It was a time of political power-play and brutal tyranny. Men and women took to the streets to protest. Dictators put them down with iron force. In the midst of it all, one inconsequential preacher died. And either something miraculous happened, or someone lied.
My Thoughts: This book was definitely not what I expected. Instead of one story arc like you get in most novels, Liars' Gospel tackles the story of Jesus through the viewpoints of several different characters: his mother Mary, Iehuda (or Judas as most know him), Caiaphas-a high priest and Bar-Avo (or Barrabas) a notorious thief.
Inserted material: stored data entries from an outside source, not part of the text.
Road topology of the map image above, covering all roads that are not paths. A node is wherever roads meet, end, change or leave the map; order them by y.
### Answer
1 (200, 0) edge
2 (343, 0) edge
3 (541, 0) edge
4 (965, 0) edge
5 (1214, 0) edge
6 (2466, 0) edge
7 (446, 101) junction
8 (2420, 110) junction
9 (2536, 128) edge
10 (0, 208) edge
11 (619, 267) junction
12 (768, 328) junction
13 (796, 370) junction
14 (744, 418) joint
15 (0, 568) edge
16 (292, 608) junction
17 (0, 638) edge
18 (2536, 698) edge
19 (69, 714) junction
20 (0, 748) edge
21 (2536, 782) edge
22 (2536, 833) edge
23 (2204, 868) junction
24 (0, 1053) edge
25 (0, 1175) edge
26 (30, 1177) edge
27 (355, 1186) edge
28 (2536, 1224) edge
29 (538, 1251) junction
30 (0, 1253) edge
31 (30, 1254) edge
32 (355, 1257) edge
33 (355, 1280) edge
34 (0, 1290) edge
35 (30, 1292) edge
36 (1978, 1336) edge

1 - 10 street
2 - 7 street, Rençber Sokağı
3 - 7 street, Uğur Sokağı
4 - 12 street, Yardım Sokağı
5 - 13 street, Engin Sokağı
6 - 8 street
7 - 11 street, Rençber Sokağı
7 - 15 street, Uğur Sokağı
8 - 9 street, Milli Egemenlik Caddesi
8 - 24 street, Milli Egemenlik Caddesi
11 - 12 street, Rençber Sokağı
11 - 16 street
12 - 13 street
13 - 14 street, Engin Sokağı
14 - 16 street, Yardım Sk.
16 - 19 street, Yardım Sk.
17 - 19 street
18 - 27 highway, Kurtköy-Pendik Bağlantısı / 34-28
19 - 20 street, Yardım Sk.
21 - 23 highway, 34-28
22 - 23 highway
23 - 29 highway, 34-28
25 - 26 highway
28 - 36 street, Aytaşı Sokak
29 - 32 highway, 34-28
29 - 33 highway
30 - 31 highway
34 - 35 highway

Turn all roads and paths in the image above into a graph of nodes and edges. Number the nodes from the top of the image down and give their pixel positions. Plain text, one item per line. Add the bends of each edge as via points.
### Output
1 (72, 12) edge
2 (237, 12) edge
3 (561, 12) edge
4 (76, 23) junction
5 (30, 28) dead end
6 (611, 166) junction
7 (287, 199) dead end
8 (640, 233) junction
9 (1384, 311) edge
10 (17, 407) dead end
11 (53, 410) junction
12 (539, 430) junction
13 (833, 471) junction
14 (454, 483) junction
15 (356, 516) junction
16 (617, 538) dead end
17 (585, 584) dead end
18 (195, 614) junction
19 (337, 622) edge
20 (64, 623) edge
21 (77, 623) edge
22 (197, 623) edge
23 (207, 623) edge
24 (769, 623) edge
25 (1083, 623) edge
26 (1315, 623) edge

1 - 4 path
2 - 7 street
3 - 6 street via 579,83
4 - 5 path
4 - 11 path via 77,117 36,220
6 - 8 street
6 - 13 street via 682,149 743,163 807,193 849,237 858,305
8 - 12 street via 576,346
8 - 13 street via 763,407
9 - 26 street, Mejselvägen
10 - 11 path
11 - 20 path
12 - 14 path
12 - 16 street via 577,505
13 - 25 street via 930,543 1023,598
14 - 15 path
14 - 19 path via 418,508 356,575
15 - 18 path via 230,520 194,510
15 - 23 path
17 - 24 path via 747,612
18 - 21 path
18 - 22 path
This book is not an easy read as it takes an entirely different approach to Yehoshuah. I found it very interesting how the author keeps the main points of Jesus' life intact (a prophet and healer of the sick) but also adding some character attributes that make this version more fallible. Reading this less favorable outlook on Yehoshuah is something that may make Christian readers a little disconcerted. If one is able to look beyond this you may end up viewing this as a worthy read, As each person tells their story in relation to Jesus they shed new light on his character and also on the happenings of the time period. It is like any four people witnessing an event-they are all seeing the same thing but from a different perspective and as each individual is different they are viewing the situation with their unique set of beliefs and emotions. This is what makes this book so intriguing and the author does an admirable job of covering these various angles with making the story all convoluted.
If you are a historical fiction reader who likes quirky or unusual tellings of well known stories I would say give this a go. If you are someone who dislikes historicals that lean more towards story or ones with multiple viewpoints and no straight forward story arc this book may not be your cup of tea.
This book was provided to me by the publisher via NetGalley. These are my honest thoughts on the book.